Cuando llevar a tu abuela a una residencia parece como llevarla al matadero
Terminar la jornada sin oír una mala noticia sobre las residencias se ha convertido en misión imposible.
“En plena pandemia” es una expresión ya tan manida que ha perdido su fuerza inicial. Pero esas tres palabras recuperan todo su significado cuando tu madre te cuenta que han decidido llevar a tu abuela de 92 años con demencia senil a una residencia de ancianos.
Esa madre es la mía, y no se atrevió a decírmelo por teléfono porque es un tema que le resulta “desagradable”. Qué habría dicho si no fuera tan correcta, si en su vocabulario incluyera palabras como mierda o putada.
Esa madre es la que lleva años cuidando a su propia madre mientras trabaja dentro y fuera de casa, y la que dice que ya no puede más. Esa madre es la que no deja de repetir, con gesto serio, que mi abuela “no va a durar dos días”.
¿Qué respondes a eso cuando justo acabas de escribir un artículo sobre el tema y has hablado con expertos que te cuentan que la pesadilla que se vivió en las residencias puede repetirse en esta segunda ola?
Seguramente te callas y bajas la mirada. Te dices, y le dices, que no tiene por qué estar mal allí, que la gran mayoría de cuidadores (cuidadoras, mejor dicho) se desviven por los residentes y que, además, no nos queda mucha alternativa.
Después de muchos meses de deterioro físico y cognitivo, de incidentes y caídas, la situación de mi abuela no es buena, pero tampoco lo es la de mi madre, que tiene su propio historial médico con varias enfermedades crónicas y que a base de trabajo, renuncias y sacrificios ya ha pagado un precio bastante alto.
Llevar a mi abuela a una residencia es algo en lo que todo nuestro entorno lleva insistiendo desde hace tiempo y, sin embargo, mi madre no se ha atrevido hasta ahora a contar la noticia. El lamento de “ya lo sabe medio pueblo” nos acompaña estos días y ella se siente culpable. Culpable por haber respondido ‘sí’ (después de varios noes) a la llamada de Servicios Sociales en la que le ofrecían una plaza en la residencia del pueblo de al lado, donde conocemos a varios trabajadores e internos y sabemos que está bien.
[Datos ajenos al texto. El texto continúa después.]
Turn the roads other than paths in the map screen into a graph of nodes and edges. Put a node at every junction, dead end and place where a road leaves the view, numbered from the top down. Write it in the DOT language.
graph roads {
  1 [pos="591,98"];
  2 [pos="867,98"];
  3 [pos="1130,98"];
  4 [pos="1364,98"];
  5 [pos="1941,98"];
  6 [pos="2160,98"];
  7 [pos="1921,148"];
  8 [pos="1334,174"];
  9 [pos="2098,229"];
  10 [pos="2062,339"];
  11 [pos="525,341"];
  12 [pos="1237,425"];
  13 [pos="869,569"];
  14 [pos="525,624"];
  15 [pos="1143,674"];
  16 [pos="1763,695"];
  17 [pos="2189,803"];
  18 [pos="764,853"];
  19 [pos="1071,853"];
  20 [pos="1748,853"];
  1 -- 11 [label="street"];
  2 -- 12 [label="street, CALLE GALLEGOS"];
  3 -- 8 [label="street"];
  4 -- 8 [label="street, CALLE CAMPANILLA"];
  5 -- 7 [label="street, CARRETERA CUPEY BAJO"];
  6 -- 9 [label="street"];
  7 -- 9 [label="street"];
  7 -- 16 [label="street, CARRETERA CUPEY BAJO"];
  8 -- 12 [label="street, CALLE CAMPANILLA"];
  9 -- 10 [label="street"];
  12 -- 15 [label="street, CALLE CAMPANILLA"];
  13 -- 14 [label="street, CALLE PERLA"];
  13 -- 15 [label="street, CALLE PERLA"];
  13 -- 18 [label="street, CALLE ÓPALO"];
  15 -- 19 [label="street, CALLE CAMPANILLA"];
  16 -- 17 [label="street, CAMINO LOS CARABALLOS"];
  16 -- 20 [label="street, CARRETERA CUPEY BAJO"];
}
Culpable por dejar llorando a su madre en una habitación que no es la suya, en una cama que no es la suya, sin sus macetas y sin sus gallinas, a las que ya prestaba poca atención pero ahora echará en falta.
Terminar la jornada sin oír una mala noticia sobre las residencias se ha convertido en misión imposible. Un día sale el informe de Médicos Sin Fronteras que cuenta cómo durante el confinamiento los residentes arañaban las puertas pidiendo salir y acababan muriendo solos. Otro día sale un vídeo en el que se ve cómo dos trabajadoras humillan a una mujer en un centro de Terrassa. Cada día, el telediario hace recuento de todos los casos que, otra vez, se han colado en centros de medio país. Y entonces apagas la tele, huyes de Twitter y, de nuevo, te repites que eso no tiene por qué pasarle a tu abuela.
Llega el día y sabes que tu madre va a llorar en esa despedida, igual que ha llorado a escondidas los días y las noches anteriores. Y sabes que va a rezar y, aunque tú ya no lo hagas, puede que también reces por esa mujer a la que no puedes besar desde hace meses y que ya no pregunta por ti, pero que todavía te reconoce.